-- TRY IT --
Check every line below for the word "Powells" and copy the ones that have it.

Dataset entries:
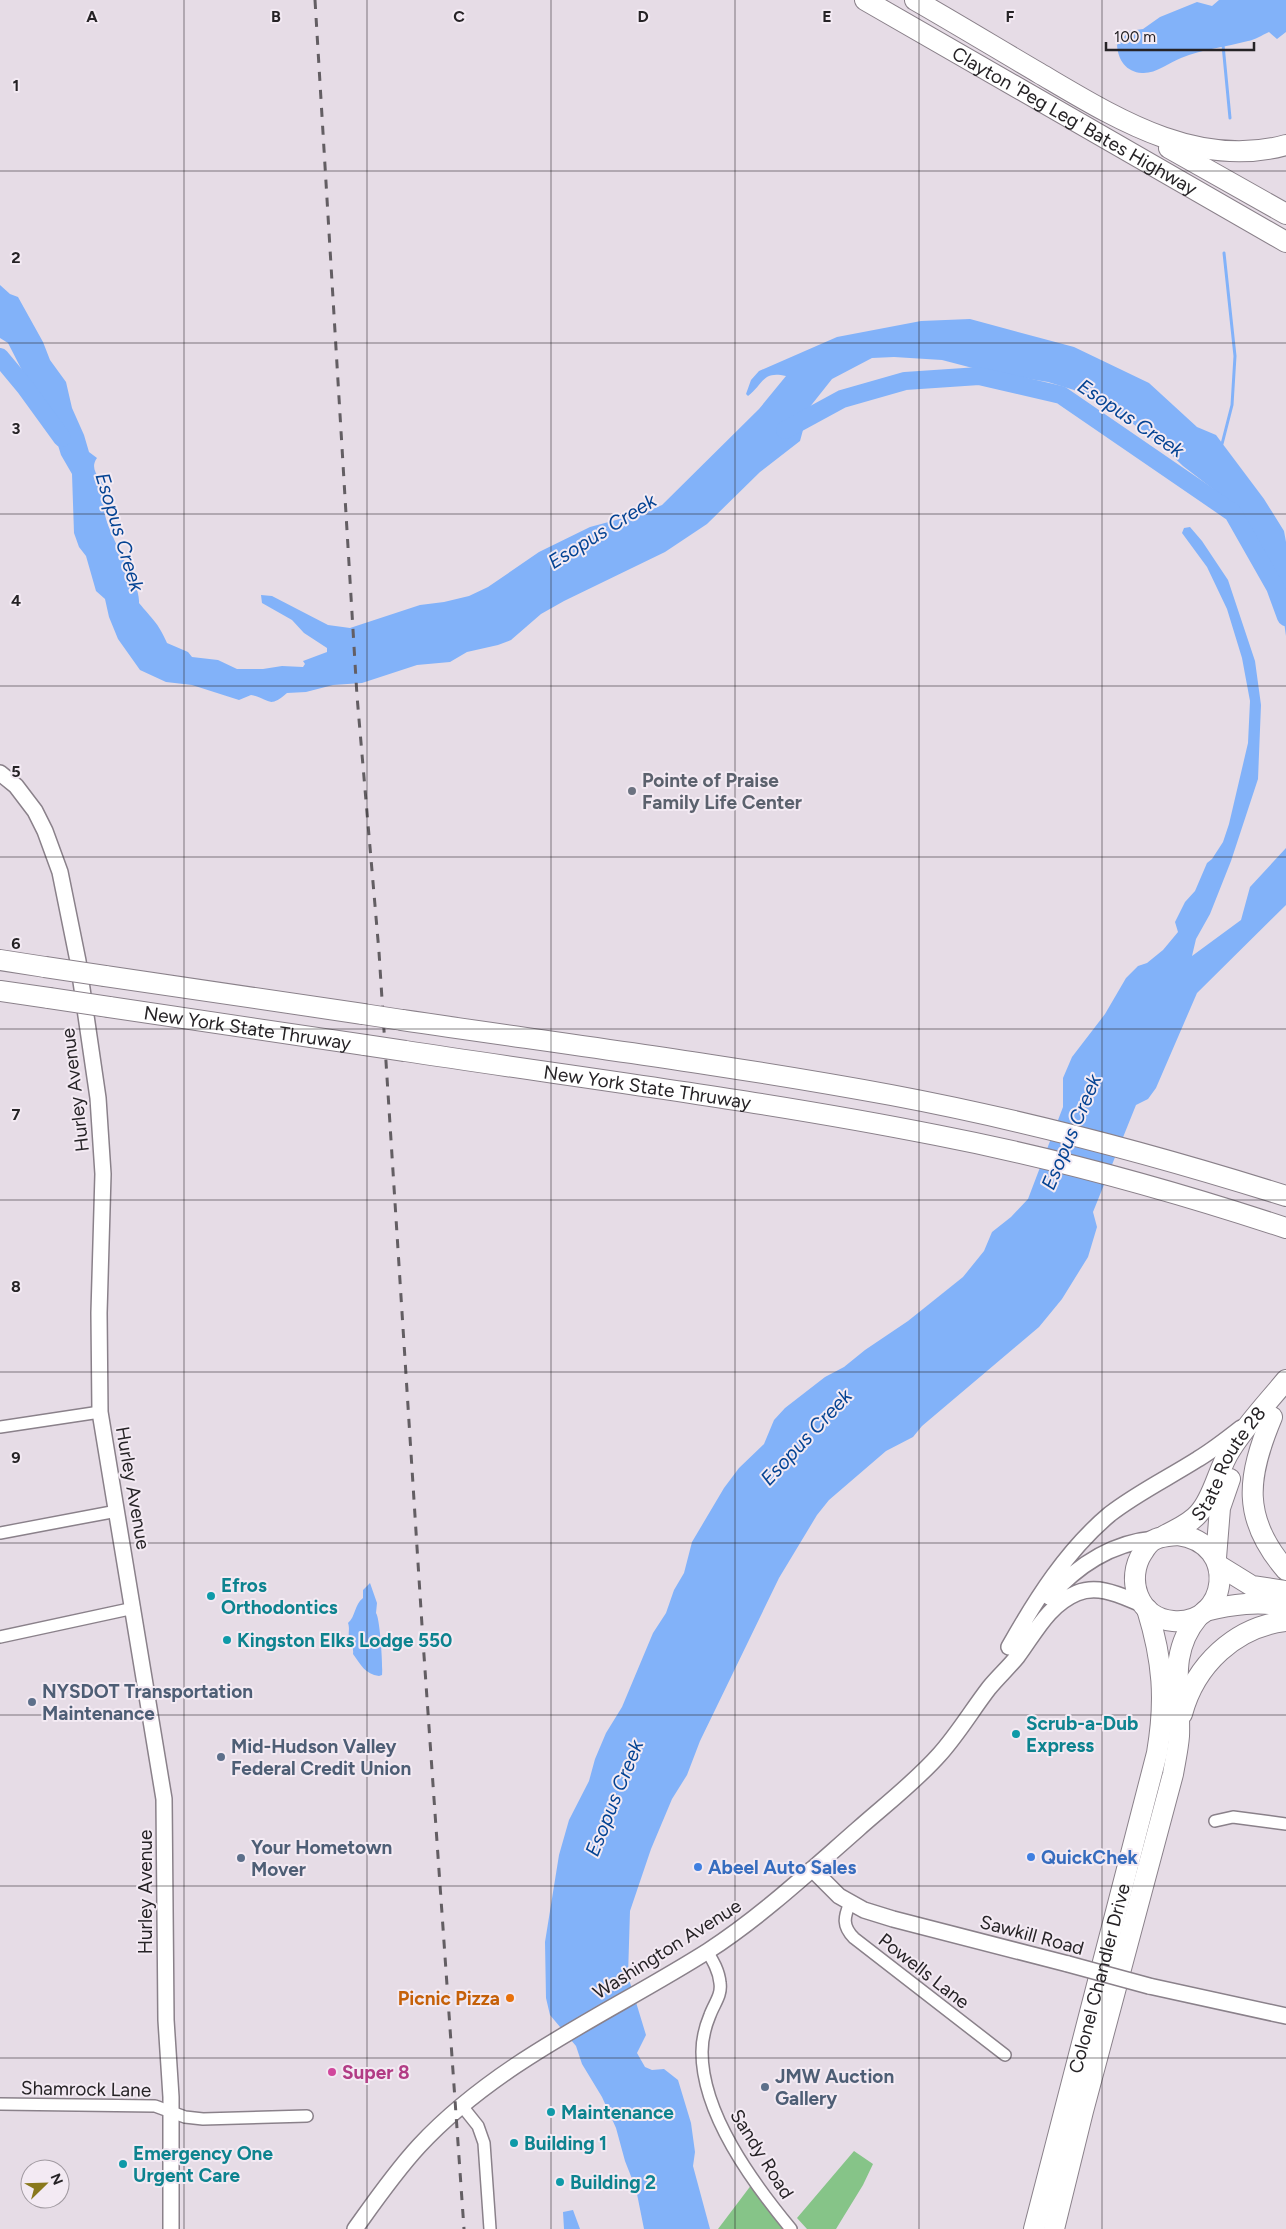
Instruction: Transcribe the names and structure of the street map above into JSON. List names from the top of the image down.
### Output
{
  "streets": {
    "highway": [
      "Clayton 'Peg Leg' Bates Highway",
      "New York State Thruway",
      "State Route 28",
      "Colonel Chandler Drive"
    ],
    "street": [
      "Hurley Avenue",
      "Sawkill Road",
      "Washington Avenue",
      "Powells Lane",
      "Shamrock Lane",
      "Sandy Road"
    ]
  },
  "crossings": [
    ["Hurley Avenue", "Shamrock Lane"],
    ["State Route 28", "Washington Avenue"],
    ["State Route 28", "Colonel Chandler Drive"],
    ["Sawkill Road", "Washington Avenue"],
    ["Sawkill Road", "Powells Lane"],
    ["Washington Avenue", "Colonel Chandler Drive"],
    ["Washington Avenue", "Sandy Road"]
  ],
  "water": ["Esopus Creek"],
  "places": [
    "Pointe of Praise Family Life Center",
    "Efros Orthodontics",
    "Kingston Elks Lodge 550",
    "NYSDOT Transportation Maintenance",
    "Scrub-a-Dub Express",
    "Mid-Hudson Valley Federal Credit Union",
    "QuickChek",
    "Your Hometown Mover",
    "Abeel Auto Sales",
    "Picnic Pizza",
    "Super 8",
    "JMW Auction Gallery",
    "Maintenance",
    "Building 1",
    "Emergency One Urgent Care",
    "Building 2"
  ],
  "scale_bar": "100 m",
  "north": "top right",
  "grid": {
    "columns": [
      "A",
      "B",
      "C",
      "D",
      "E",
      "F"
    ],
    "rows": [
      "1",
      "2",
      "3",
      "4",
      "5",
      "6",
      "7",
      "8",
      "9"
    ]
  }
}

-- SOLUTION BELOW --
      "Powells Lane",
    ["Sawkill Road", "Powells Lane"],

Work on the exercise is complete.